Ольга спала. Спали часы на стене над пианино. Спал огромный кот на маленьком кокетливом диванчике в углу. Спала длинная рапира на стене. Все, что было в комнате, спало вместе с хозяйкой, но скоро она должна была проснуться, а вместе с ней проснулась бы и Лена.

"Не хочу, чтобы вы встречались", - сказал голос Сергея.

"Молчи, - ответила Лена, совершенно неуверенная, что говорит правильно. - После сегодняшнего ты не имеешь права разговаривать со мной".

"Я и не хочу с тобой говорить. Знаешь, что я сейчас валяюсь на своей кухне, истекая кровью? Твой друг хорошо меня продырявил".

"Замолчи".

"Ну уж нет. Если ты попала в мой сон, то я заставлю тебя испытать мою боль".

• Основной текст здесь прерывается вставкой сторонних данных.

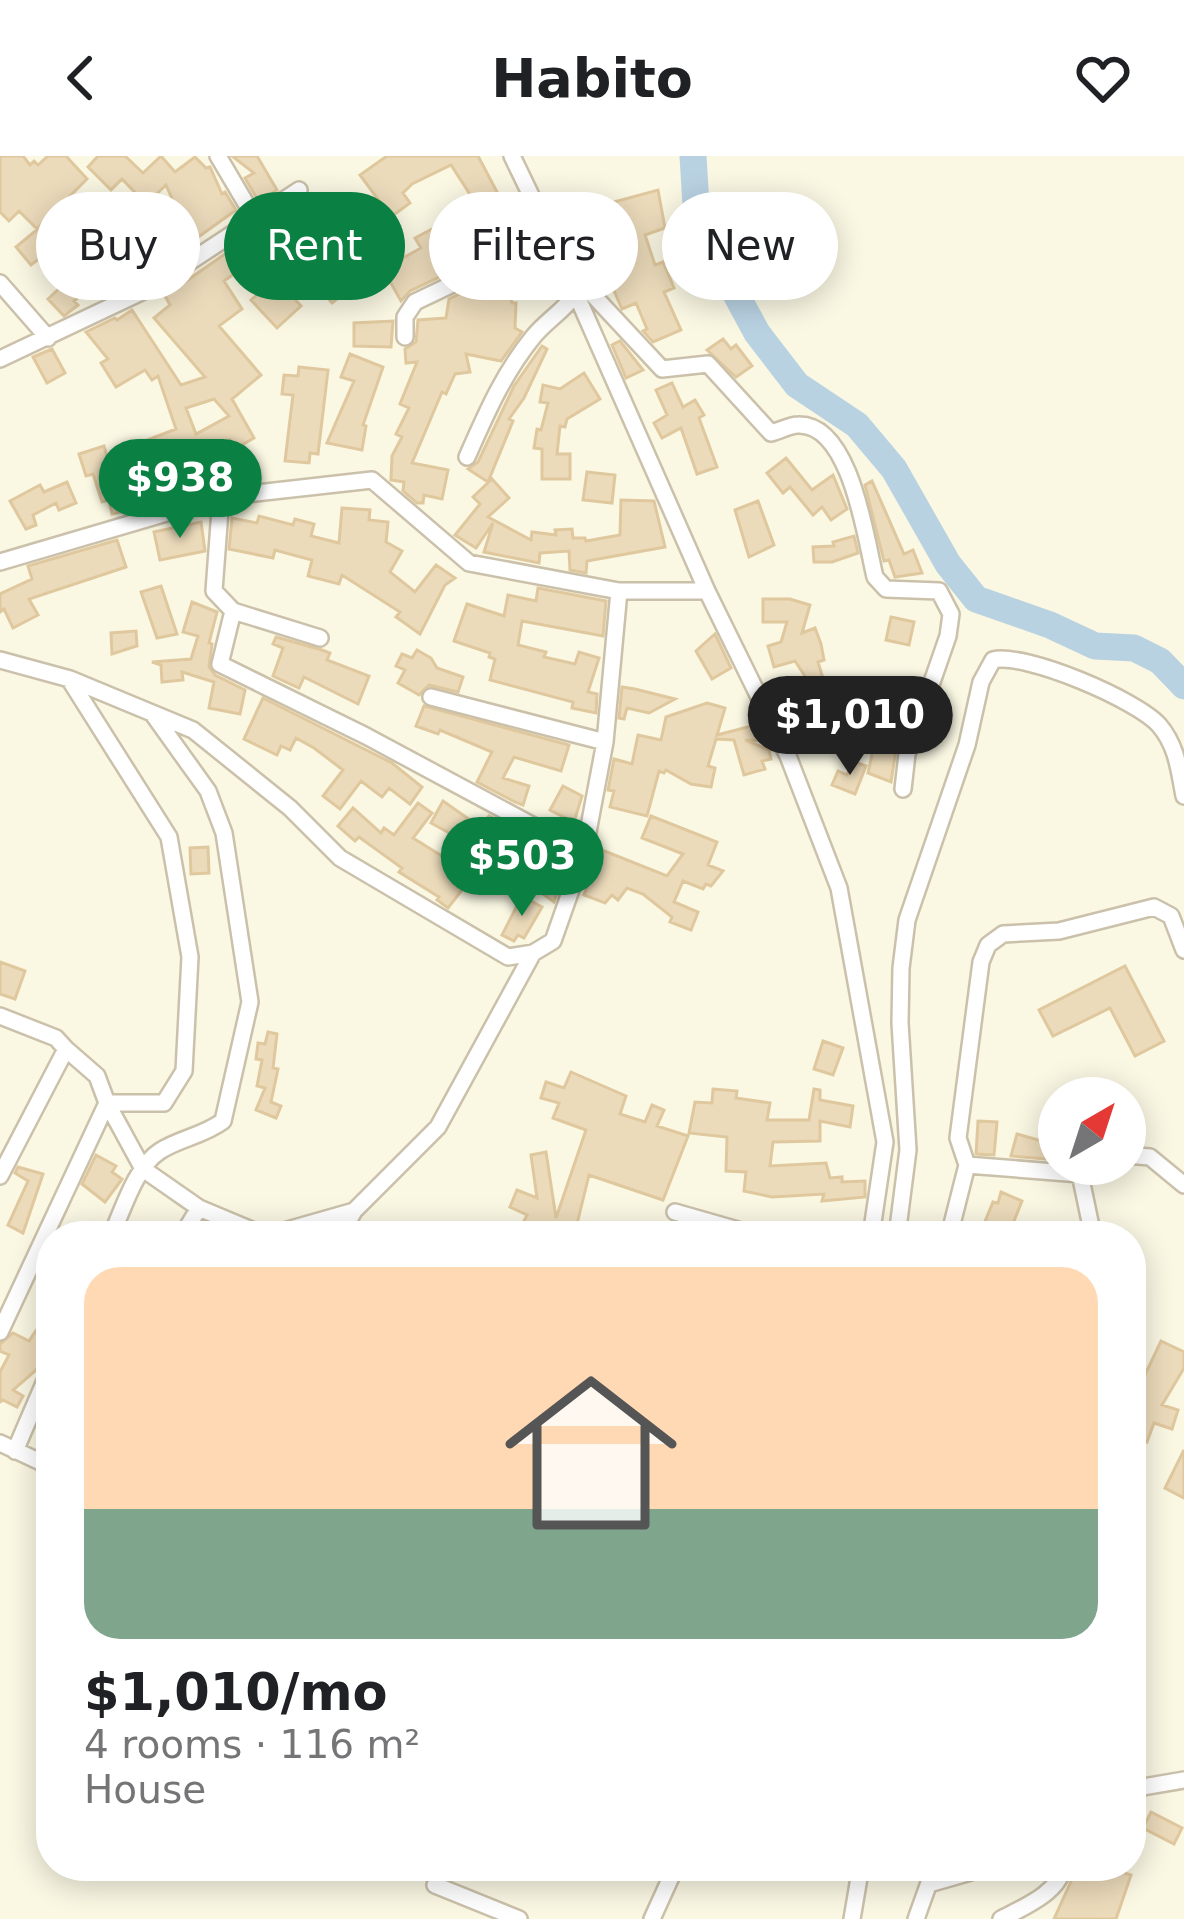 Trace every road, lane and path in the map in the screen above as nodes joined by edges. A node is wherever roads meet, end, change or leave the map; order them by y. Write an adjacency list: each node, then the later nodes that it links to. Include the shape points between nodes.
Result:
1 (218, 156): 4 (street)
2 (512, 156): 6 (street)
3 (299, 190): 5 (street)
4 (239, 192)
5 (296, 192)
6 (529, 192)
7 (224, 237): 14 (street, via 150,288)
8 (0, 283): 14 (street)
9 (429, 295): 13 (street, via 405,317)
10 (571, 300): 16 (street, via 495,390)
11 (576, 300): 20 (street)
12 (598, 300): 28 (street, via 662,369 707,364 771,433 801,424 824,434 852,482 875,578 886,589 939,591 951,614 948,636)
13 (405, 337)
14 (49, 338): 15 (street)
15 (0, 359)
16 (467, 457)
17 (221, 497): 18 (street); 19 (street, via 372,480 469,563); 21 (street, via 214,591)
18 (0, 562)
19 (619, 591): 20 (street); 27 (street)
20 (706, 591): 53 (street, via 755,685 839,888 885,1142)
21 (233, 610): 22 (street); 30 (street, via 220,664)
22 (320, 638)
23 (0, 660): 24 (street)
24 (70, 680): 26 (street); 35 (street, via 170,837 190,957 184,1071 164,1103)
25 (431, 698): 27 (street)
26 (149, 709): 32 (street, via 193,730 385,888 508,958); 38 (street, via 208,791 224,833 250,1002 223,1121 159,1151)
27 (604, 742): 30 (street)
28 (903, 789)
29 (1184, 796): 54 (street, via 1175,749 1142,711 1081,681 993,660 908,920 901,1023 908,1150)
30 (584, 853): 32 (street, via 553,941)
31 (1184, 950): 37 (street, via 1171,916 1154,907 1059,932 1003,934 988,945 958,1138)
32 (533, 953): 44 (street, via 437,1127)
33 (0, 1016): 34 (street)
34 (66, 1049): 35 (street, via 98,1076); 40 (street)
35 (107, 1103): 38 (street); 46 (street)
36 (1146, 1157): 42 (street)
37 (967, 1165): 39 (street); 55 (street)
38 (143, 1169): 43 (street); 47 (street)
39 (1038, 1171)
40 (0, 1176)
41 (1082, 1185): 56 (street)
42 (1184, 1185)
43 (199, 1208): 48 (street); 49 (street)
44 (354, 1210): 50 (street); 51 (street)
45 (675, 1212): 52 (street)
46 (52, 1221)
47 (118, 1221)
48 (191, 1221)
49 (230, 1221)
50 (317, 1221)
51 (348, 1221)
52 (706, 1221)
53 (873, 1221)
54 (898, 1221)
55 (953, 1221)
56 (1090, 1221)
57 (36, 1255): 58 (street)
58 (0, 1332)
59 (36, 1395): 60 (street)
60 (8, 1447): 61 (street)
61 (36, 1460)
62 (1184, 1780): 63 (street)
63 (1146, 1786)
64 (669, 1881): 72 (street)
65 (858, 1881): 73 (street)
66 (930, 1881): 69 (street)
67 (940, 1881): 69 (street)
68 (1059, 1881): 75 (street)
69 (929, 1884): 74 (street)
70 (435, 1885): 71 (street)
71 (519, 1919)
72 (652, 1919)
73 (852, 1919)
74 (916, 1919)
75 (1000, 1919) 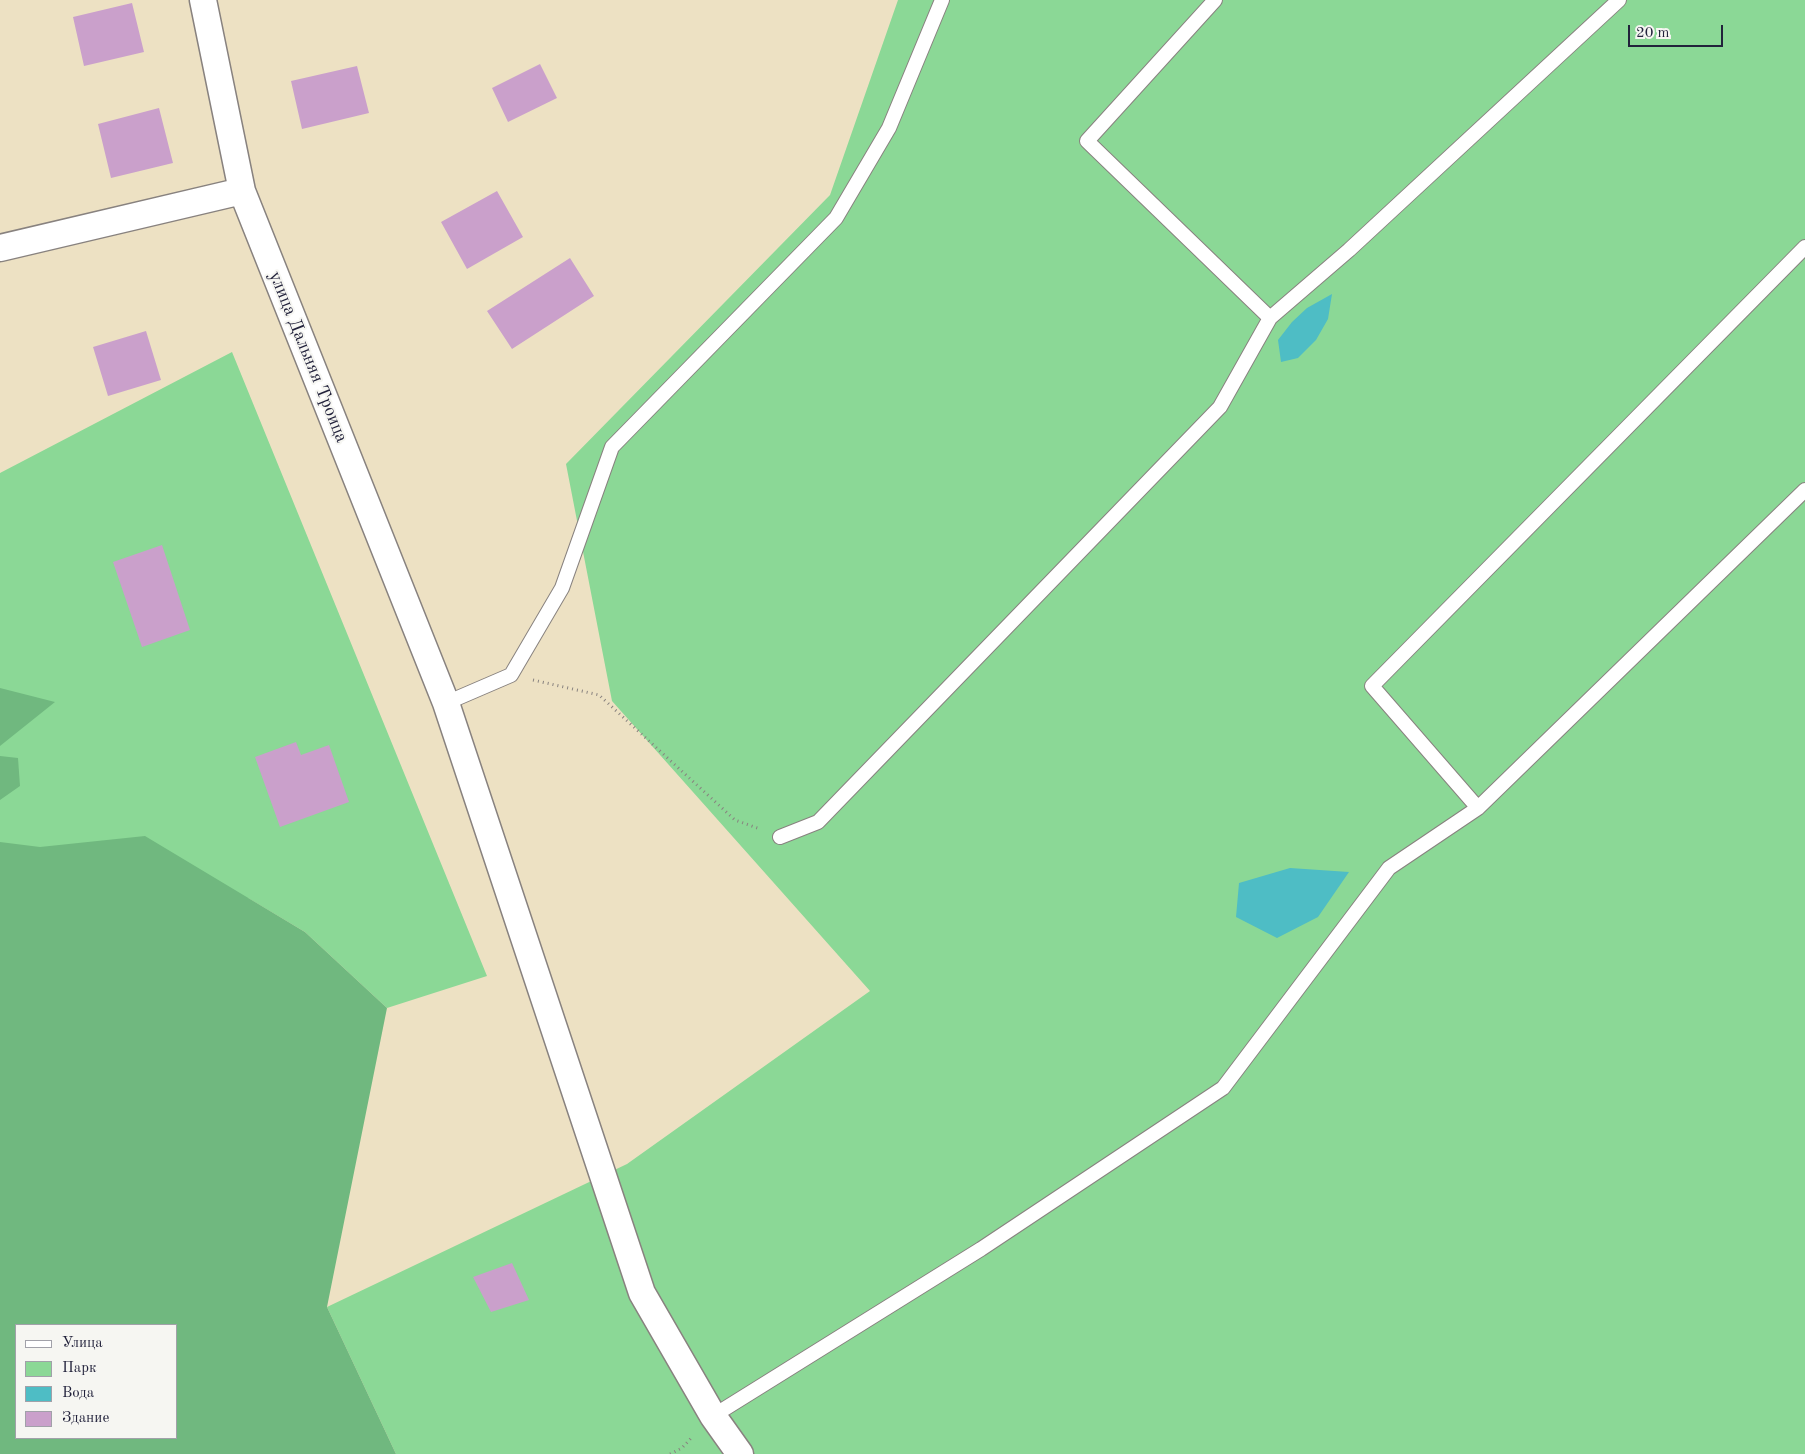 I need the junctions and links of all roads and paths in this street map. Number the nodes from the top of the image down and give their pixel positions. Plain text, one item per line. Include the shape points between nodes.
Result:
1 (203, 0) edge
2 (942, 0) edge
3 (1214, 0) edge
4 (1619, 0) edge
5 (242, 191) junction
6 (0, 248) edge
7 (1805, 248) edge
8 (1270, 318) junction
9 (1805, 490) edge
10 (511, 675) junction
11 (446, 703) junction
12 (1478, 808) junction
13 (780, 837) joint
14 (713, 1416) junction
15 (740, 1454) edge

1 - 5 street, улица Дальняя Троица
2 - 10 lane via 889,128 836,218 612,447 562,588
3 - 8 lane via 1087,141
4 - 8 lane via 1349,250
5 - 6 street
5 - 11 street, улица Дальняя Троица
7 - 12 lane via 1372,686
8 - 13 lane via 1220,407 818,822
9 - 12 lane
10 - 11 lane
10 - 13 path via 599,694 736,820
11 - 14 street, улица Дальняя Троица via 642,1293
12 - 14 lane via 1389,868 1223,1088 980,1249
14 - 15 street, улица Дальняя Троица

И в тот же момент комната вспыхнула красным: скорчившийся Сергей появился на полу перед пианино, и лужа крови вокруг него появилась вместе с ним. Разве столько может натечь из плеча?..

И Лена почувствовала, как ее собственная кожа на плече начинает лопаться, как кровь…

- Нет!

Клацнуло пианино пистолетным затвором. Ольга вскочила со стула - она проснулась - и шагнула прямо туда, где Лена находилась. И тотчас комната исчезла. Вместо нее возникла другая, побольше. Там были парты со стульями, на стульях сидели дети, а пианино у стены - гораздо больше, черное, а не коричневое, и с вертящимся стулом. Веселая учительница с розовыми от мороза щеками положила на подставку папку с нотами, открыла крышку.

"Я сейчас сыграю вам то, что мне недавно принесли… Вещь называется "Судьба"".